There were several defining characteristics of the era of the classical civilizations of Greece and Rome.
1. Wide land and sea trade routes that allowed goods and people relatively to safely travel far and wide; think Herodotus.
2. Large cities that consumed and produced goods for far and wide; relative freedom for individuals with the means to do so, to choose difference professions.
3. Critically, a concept of citizenship with legal and sometimes political rights; Athenian Democracy, or Rome, which was more progressive in the sense that women were citizens, heavily involved in business and other ventures, allowed everything but hold military or public office.
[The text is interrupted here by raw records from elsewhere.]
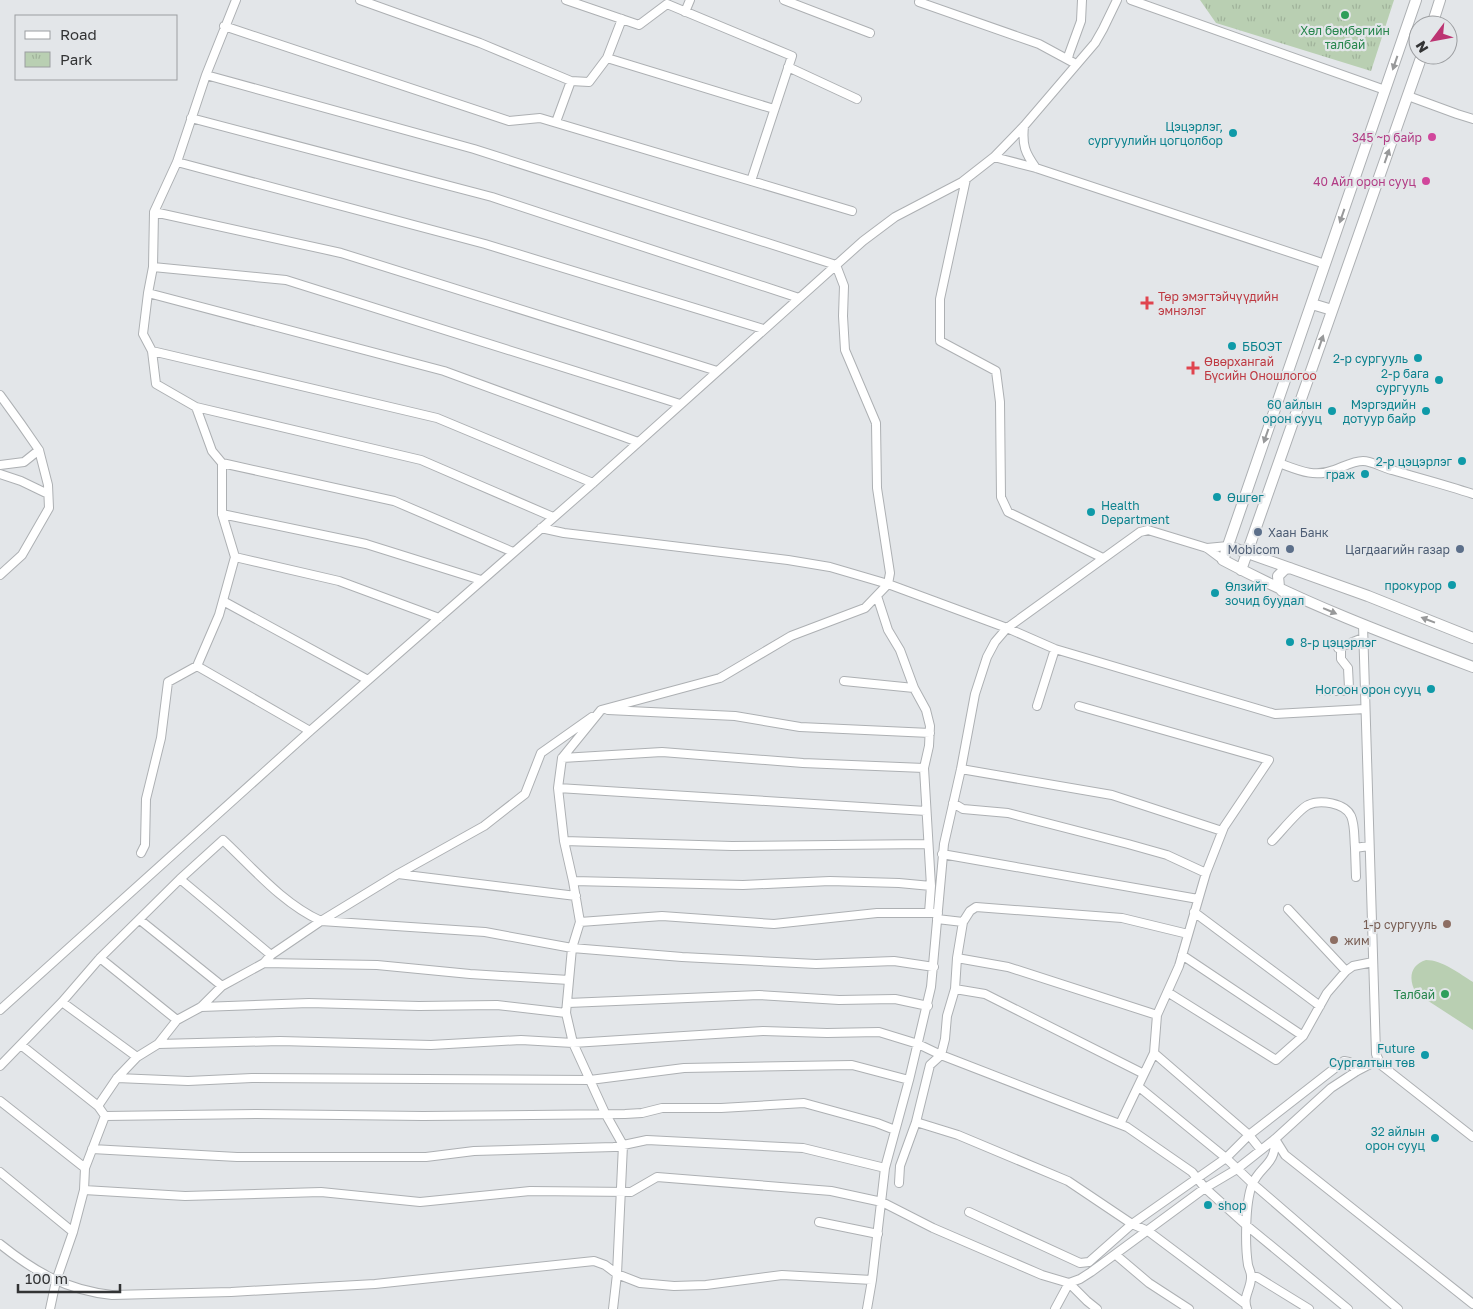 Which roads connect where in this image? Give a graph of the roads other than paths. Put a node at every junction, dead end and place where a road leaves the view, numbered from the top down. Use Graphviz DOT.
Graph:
graph roads {
  1 [pos="236,0"];
  2 [pos="360,0"];
  3 [pos="566,0"];
  4 [pos="690,0"];
  5 [pos="784,0"];
  6 [pos="1082,0"];
  7 [pos="1117,0"];
  8 [pos="1131,0"];
  9 [pos="1416,0"];
  10 [pos="1440,0"];
  11 [pos="919,2"];
  12 [pos="685,12"];
  13 [pos="1435,15"];
  14 [pos="622,19"];
  15 [pos="224,26"];
  16 [pos="870,33"];
  17 [pos="607,58"];
  18 [pos="1068,59"];
  19 [pos="1076,64"];
  20 [pos="1419,65"];
  21 [pos="788,67"];
  22 [pos="206,75"];
  23 [pos="571,80"];
  24 [pos="1386,90"];
  25 [pos="1408,96"];
  26 [pos="857,99"];
  27 [pos="774,109"];
  28 [pos="190,118"];
  29 [pos="1473,119"];
  30 [pos="556,122"];
  31 [pos="1024,126"];
  32 [pos="994,156"];
  33 [pos="177,162"];
  34 [pos="1036,168"];
  35 [pos="966,178"];
  36 [pos="751,181"];
  37 [pos="852,211"];
  38 [pos="154,212"];
  39 [pos="1325,264"];
  40 [pos="836,266"];
  41 [pos="154,267"];
  42 [pos="148,293"];
  43 [pos="799,298"];
  44 [pos="1312,304"];
  45 [pos="1332,310"];
  46 [pos="763,329"];
  47 [pos="152,351"];
  48 [pos="717,371"];
  49 [pos="0,395"];
  50 [pos="680,404"];
  51 [pos="196,407"];
  52 [pos="638,442"];
  53 [pos="39,450"];
  54 [pos="222,463"];
  55 [pos="1279,463"];
  56 [pos="0,465"];
  57 [pos="0,474"];
  58 [pos="593,482"];
  59 [pos="48,494"];
  60 [pos="1473,494"];
  61 [pos="222,514"];
  62 [pos="553,518"];
  63 [pos="541,528"];
  64 [pos="1228,546"];
  65 [pos="1207,548"];
  66 [pos="513,552"];
  67 [pos="1247,553"];
  68 [pos="235,557"];
  69 [pos="1103,558"];
  70 [pos="1223,560"];
  71 [pos="1290,568"];
  72 [pos="1241,570"];
  73 [pos="0,574"];
  74 [pos="481,580"];
  75 [pos="888,584"];
  76 [pos="1282,591"];
  77 [pos="877,596"];
  78 [pos="223,601"];
  79 [pos="439,618"];
  80 [pos="1363,625"];
  81 [pos="1007,628"];
  82 [pos="1364,638"];
  83 [pos="1473,638"];
  84 [pos="1054,649"];
  85 [pos="197,666"];
  86 [pos="1473,667"];
  87 [pos="368,680"];
  88 [pos="844,681"];
  89 [pos="914,688"];
  90 [pos="1321,691"];
  91 [pos="1037,706"];
  92 [pos="1078,706"];
  93 [pos="1366,709"];
  94 [pos="601,710"];
  95 [pos="310,731"];
  96 [pos="930,733"];
  97 [pos="562,758"];
  98 [pos="924,768"];
  99 [pos="962,769"];
  100 [pos="558,788"];
  101 [pos="953,803"];
  102 [pos="926,811"];
  103 [pos="1222,831"];
  104 [pos="1272,841"];
  105 [pos="564,842"];
  106 [pos="928,844"];
  107 [pos="1370,846"];
  108 [pos="1355,848"];
  109 [pos="140,853"];
  110 [pos="942,854"];
  111 [pos="1206,873"];
  112 [pos="398,874"];
  113 [pos="1356,877"];
  114 [pos="180,879"];
  115 [pos="573,881"];
  116 [pos="931,886"];
  117 [pos="576,896"];
  118 [pos="1198,899"];
  119 [pos="1288,909"];
  120 [pos="1194,912"];
  121 [pos="935,915"];
  122 [pos="140,920"];
  123 [pos="320,921"];
  124 [pos="580,922"];
  125 [pos="963,922"];
  126 [pos="1188,934"];
  127 [pos="572,948"];
  128 [pos="271,955"];
  129 [pos="1182,955"];
  130 [pos="100,958"];
  131 [pos="957,958"];
  132 [pos="1373,962"];
  133 [pos="264,963"];
  134 [pos="934,967"];
  135 [pos="1346,971"];
  136 [pos="569,980"];
  137 [pos="222,986"];
  138 [pos="956,989"];
  139 [pos="1169,993"];
  140 [pos="62,1002"];
  141 [pos="568,1003"];
  142 [pos="928,1006"];
  143 [pos="1320,1006"];
  144 [pos="201,1007"];
  145 [pos="0,1010"];
  146 [pos="566,1013"];
  147 [pos="1157,1015"];
  148 [pos="177,1020"];
  149 [pos="1303,1036"];
  150 [pos="573,1043"];
  151 [pos="158,1044"];
  152 [pos="918,1044"];
  153 [pos="21,1045"];
  154 [pos="1154,1053"];
  155 [pos="942,1055"];
  156 [pos="138,1057"];
  157 [pos="1378,1060"];
  158 [pos="0,1066"];
  159 [pos="1357,1071"];
  160 [pos="1144,1074"];
  161 [pos="117,1078"];
  162 [pos="590,1080"];
  163 [pos="909,1080"];
  164 [pos="1139,1087"];
  165 [pos="0,1101"];
  166 [pos="98,1106"];
  167 [pos="605,1113"];
  168 [pos="105,1116"];
  169 [pos="916,1122"];
  170 [pos="1120,1124"];
  171 [pos="895,1130"];
  172 [pos="1249,1135"];
  173 [pos="1473,1138"];
  174 [pos="1275,1139"];
  175 [pos="623,1145"];
  176 [pos="92,1149"];
  177 [pos="1261,1150"];
  178 [pos="1226,1158"];
  179 [pos="85,1168"];
  180 [pos="885,1168"];
  181 [pos="1237,1169"];
  182 [pos="0,1172"];
  183 [pos="1198,1179"];
  184 [pos="899,1183"];
  185 [pos="1252,1183"];
  186 [pos="1205,1188"];
  187 [pos="84,1190"];
  188 [pos="620,1192"];
  189 [pos="882,1202"];
  190 [pos="969,1212"];
  191 [pos="819,1222"];
  192 [pos="1132,1224"];
  193 [pos="1246,1225"];
  194 [pos="1148,1230"];
  195 [pos="73,1232"];
  196 [pos="878,1234"];
  197 [pos="0,1244"];
  198 [pos="1116,1255"];
  199 [pos="617,1274"];
  200 [pos="1251,1277"];
  201 [pos="872,1280"];
  202 [pos="56,1281"];
  203 [pos="1069,1283"];
  204 [pos="1473,1304"];
  205 [pos="1246,1306"];
  206 [pos="50,1309"];
  207 [pos="613,1309"];
  208 [pos="867,1309"];
  209 [pos="1055,1309"];
  210 [pos="1097,1309"];
  211 [pos="1189,1309"];
  212 [pos="1309,1309"];
  213 [pos="1348,1309"];
  214 [pos="1398,1309"];
  1 -- 15 [label="street"];
  2 -- 23 [label="street"];
  3 -- 14 [label="street"];
  4 -- 12 [label="street"];
  5 -- 16 [label="street"];
  6 -- 18 [label="street"];
  7 -- 19 [label="street"];
  8 -- 24 [label="street"];
  9 -- 24 [label="main road, one-way"];
  10 -- 13 [label="main road"];
  11 -- 18 [label="street"];
  12 -- 14 [label="street"];
  12 -- 21 [label="street"];
  14 -- 17 [label="street"];
  15 -- 22 [label="street"];
  15 -- 30 [label="street"];
  17 -- 23 [label="street"];
  17 -- 27 [label="street"];
  18 -- 19 [label="street"];
  19 -- 31 [label="street"];
  20 -- 25 [label="main road"];
  21 -- 26 [label="street"];
  21 -- 27 [label="street"];
  22 -- 28 [label="street"];
  22 -- 40 [label="street"];
  23 -- 30 [label="street"];
  24 -- 39 [label="main road, one-way"];
  25 -- 29 [label="street"];
  45 -- 25 [label="main road, one-way"];
  27 -- 36 [label="street"];
  28 -- 33 [label="street"];
  28 -- 43 [label="street"];
  30 -- 36 [label="street"];
  31 -- 32 [label="street"];
  31 -- 34 [label="street"];
  32 -- 34 [label="street"];
  32 -- 35 [label="street"];
  33 -- 38 [label="street"];
  33 -- 46 [label="street"];
  34 -- 39 [label="street"];
  35 -- 40 [label="street"];
  35 -- 69 [label="street"];
  36 -- 37 [label="street"];
  38 -- 41 [label="street"];
  38 -- 48 [label="street"];
  39 -- 44 [label="main road"];
  40 -- 43 [label="street"];
  40 -- 75 [label="street"];
  41 -- 42 [label="street"];
  41 -- 50 [label="street"];
  42 -- 47 [label="street"];
  42 -- 52 [label="street"];
  43 -- 46 [label="street"];
  44 -- 45 [label="main road"];
  44 -- 64 [label="main road, one-way"];
  55 -- 45 [label="main road, one-way"];
  46 -- 48 [label="street"];
  47 -- 51 [label="street"];
  47 -- 58 [label="street"];
  48 -- 50 [label="street"];
  49 -- 53 [label="street"];
  50 -- 52 [label="street"];
  51 -- 54 [label="street"];
  51 -- 62 [label="street"];
  52 -- 58 [label="street"];
  53 -- 56 [label="street"];
  53 -- 59 [label="street"];
  54 -- 61 [label="street"];
  54 -- 66 [label="street"];
  55 -- 60 [label="street"];
  55 -- 67 [label="main road"];
  57 -- 59 [label="street"];
  58 -- 62 [label="street"];
  59 -- 73 [label="street"];
  61 -- 68 [label="street"];
  61 -- 74 [label="street"];
  62 -- 63 [label="street"];
  63 -- 66 [label="street"];
  63 -- 75 [label="street"];
  64 -- 65 [label="street"];
  64 -- 67 [label="main road"];
  64 -- 70 [label="main road"];
  65 -- 69 [label="street"];
  65 -- 70 [label="street"];
  66 -- 74 [label="street"];
  67 -- 71 [label="main road"];
  67 -- 72 [label="main road"];
  68 -- 78 [label="street"];
  68 -- 79 [label="street"];
  69 -- 81 [label="street"];
  70 -- 72 [label="main road"];
  71 -- 76 [label="main road"];
  83 -- 71 [label="main road, one-way"];
  72 -- 76 [label="main road"];
  74 -- 79 [label="street"];
  75 -- 77 [label="street"];
  75 -- 81 [label="street"];
  76 -- 80 [label="main road, one-way"];
  77 -- 89 [label="street"];
  77 -- 94 [label="street"];
  78 -- 85 [label="street"];
  78 -- 87 [label="street"];
  79 -- 87 [label="street"];
  80 -- 82 [label="street"];
  80 -- 86 [label="main road"];
  81 -- 84 [label="street"];
  81 -- 99 [label="street"];
  82 -- 90 [label="street"];
  82 -- 93 [label="street"];
  84 -- 91 [label="street"];
  84 -- 93 [label="street"];
  85 -- 95 [label="street"];
  85 -- 109 [label="street"];
  87 -- 95 [label="street"];
  88 -- 89 [label="street"];
  89 -- 96 [label="street"];
  92 -- 103 [label="street"];
  93 -- 107 [label="street"];
  94 -- 96 [label="street"];
  94 -- 97 [label="street"];
  94 -- 112 [label="street"];
  95 -- 145 [label="street"];
  96 -- 98 [label="street"];
  97 -- 98 [label="street"];
  97 -- 100 [label="street"];
  98 -- 102 [label="street"];
  99 -- 101 [label="street"];
  99 -- 103 [label="street"];
  100 -- 102 [label="street"];
  100 -- 105 [label="street"];
  101 -- 110 [label="street"];
  101 -- 111 [label="street"];
  102 -- 106 [label="street"];
  103 -- 111 [label="street"];
  104 -- 108 [label="street"];
  105 -- 106 [label="street"];
  105 -- 115 [label="street"];
  106 -- 116 [label="street"];
  107 -- 108 [label="street"];
  107 -- 132 [label="street"];
  108 -- 113 [label="street"];
  110 -- 118 [label="street"];
  110 -- 121 [label="street"];
  111 -- 118 [label="street"];
  112 -- 117 [label="street"];
  112 -- 123 [label="street"];
  114 -- 122 [label="street"];
  114 -- 123 [label="street"];
  114 -- 128 [label="street"];
  115 -- 116 [label="street"];
  115 -- 117 [label="street"];
  116 -- 121 [label="street"];
  117 -- 124 [label="street"];
  118 -- 120 [label="street"];
  119 -- 135 [label="street"];
  120 -- 126 [label="street"];
  120 -- 143 [label="street"];
  121 -- 124 [label="street"];
  121 -- 125 [label="street"];
  121 -- 134 [label="street"];
  122 -- 130 [label="street"];
  122 -- 137 [label="street"];
  123 -- 127 [label="street"];
  123 -- 128 [label="street"];
  124 -- 127 [label="street"];
  125 -- 126 [label="street"];
  125 -- 131 [label="street"];
  126 -- 129 [label="street"];
  127 -- 134 [label="street"];
  127 -- 136 [label="street"];
  128 -- 133 [label="street"];
  129 -- 139 [label="street"];
  129 -- 149 [label="street"];
  130 -- 140 [label="street"];
  130 -- 148 [label="street"];
  131 -- 138 [label="street"];
  131 -- 147 [label="street"];
  132 -- 135 [label="street"];
  132 -- 157 [label="street"];
  133 -- 136 [label="street"];
  133 -- 137 [label="street"];
  134 -- 142 [label="street"];
  135 -- 143 [label="street"];
  136 -- 141 [label="street"];
  137 -- 144 [label="street"];
  138 -- 155 [label="street"];
  138 -- 160 [label="street"];
  139 -- 147 [label="street"];
  139 -- 149 [label="street"];
  140 -- 153 [label="street"];
  140 -- 156 [label="street"];
  141 -- 142 [label="street"];
  141 -- 146 [label="street"];
  142 -- 152 [label="street"];
  143 -- 149 [label="street"];
  144 -- 146 [label="street"];
  144 -- 148 [label="street"];
  146 -- 150 [label="street"];
  147 -- 154 [label="street"];
  148 -- 151 [label="street"];
  150 -- 151 [label="street"];
  150 -- 152 [label="street"];
  150 -- 162 [label="street"];
  151 -- 156 [label="street"];
  152 -- 155 [label="street"];
  152 -- 163 [label="street"];
  153 -- 158 [label="street"];
  153 -- 166 [label="street"];
  154 -- 160 [label="street"];
  154 -- 172 [label="street"];
  155 -- 169 [label="street"];
  155 -- 170 [label="street"];
  156 -- 161 [label="street"];
  157 -- 159 [label="street"];
  157 -- 173 [label="street"];
  159 -- 172 [label="street"];
  159 -- 174 [label="street"];
  160 -- 164 [label="street"];
  161 -- 162 [label="street"];
  161 -- 166 [label="street"];
  162 -- 163 [label="street"];
  162 -- 167 [label="street"];
  163 -- 171 [label="street"];
  164 -- 170 [label="street"];
  164 -- 178 [label="street"];
  165 -- 179 [label="street"];
  166 -- 168 [label="street"];
  167 -- 168 [label="street"];
  167 -- 171 [label="street"];
  167 -- 175 [label="street"];
  168 -- 176 [label="street"];
  169 -- 184 [label="street"];
  169 -- 192 [label="street"];
  170 -- 183 [label="street"];
  171 -- 180 [label="street"];
  172 -- 177 [label="street"];
  172 -- 178 [label="street"];
  174 -- 177 [label="street"];
  174 -- 185 [label="street"];
  174 -- 204 [label="street"];
  175 -- 176 [label="street"];
  175 -- 180 [label="street"];
  175 -- 188 [label="street"];
  176 -- 179 [label="street"];
  177 -- 181 [label="street"];
  178 -- 181 [label="street"];
  178 -- 183 [label="street"];
  179 -- 187 [label="street"];
  180 -- 189 [label="street"];
  181 -- 185 [label="street"];
  181 -- 186 [label="street"];
  182 -- 195 [label="street"];
  183 -- 186 [label="street"];
  183 -- 192 [label="street"];
  185 -- 193 [label="street"];
  185 -- 214 [label="street"];
  186 -- 193 [label="street"];
  186 -- 194 [label="street"];
  187 -- 188 [label="street"];
  187 -- 195 [label="street"];
  188 -- 189 [label="street"];
  188 -- 199 [label="street"];
  189 -- 196 [label="street"];
  189 -- 203 [label="street"];
  190 -- 192 [label="street"];
  191 -- 196 [label="street"];
  192 -- 194 [label="street"];
  193 -- 200 [label="street"];
  193 -- 213 [label="street"];
  194 -- 198 [label="street"];
  194 -- 205 [label="street"];
  195 -- 202 [label="street"];
  196 -- 201 [label="street"];
  197 -- 202 [label="street"];
  198 -- 203 [label="street"];
  198 -- 211 [label="street"];
  199 -- 201 [label="street"];
  199 -- 202 [label="street"];
  199 -- 207 [label="street"];
  200 -- 205 [label="street"];
  200 -- 212 [label="street"];
  201 -- 208 [label="street"];
  202 -- 206 [label="street"];
  203 -- 209 [label="street"];
  203 -- 210 [label="street"];
}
After it's transition to nominal one man rule, Rome became a Principate. The emperor was called a "First citizen", and intentionally humble title. The senate still held considerable power, and there was still a concept that the Empire was still called "Res Publica", and believed to be for the benefit of the Roman people.
In the West, it began after the third century crisis, a series of disasters that nearly destroyed the Roman empire, and after this there were a series of changes that led to what we now call Medieval culture. ( P.S. Marcus Aurelius was the last of the five good emperors, and the crisis can also arguably be dated to the succession of Commodus.)
The end of large cities, the movement of citizens to rural, landed estates and smaller, walled cities, where they gave up the rights to the landownders (later Lords) and became "colonoi", later called serfs; essentially bonded labor, or a modified form of slavery; certainly a far cry from the citizenship of classical times. The old trade routes declined, good were now produce locally in hereditary professions. Overall imperial power declined and these new, local areas would vie for power.
The "Principate" became the "Dominate", with a more naked absolutism, forcing people to kneel before him and kiss his robe, etc.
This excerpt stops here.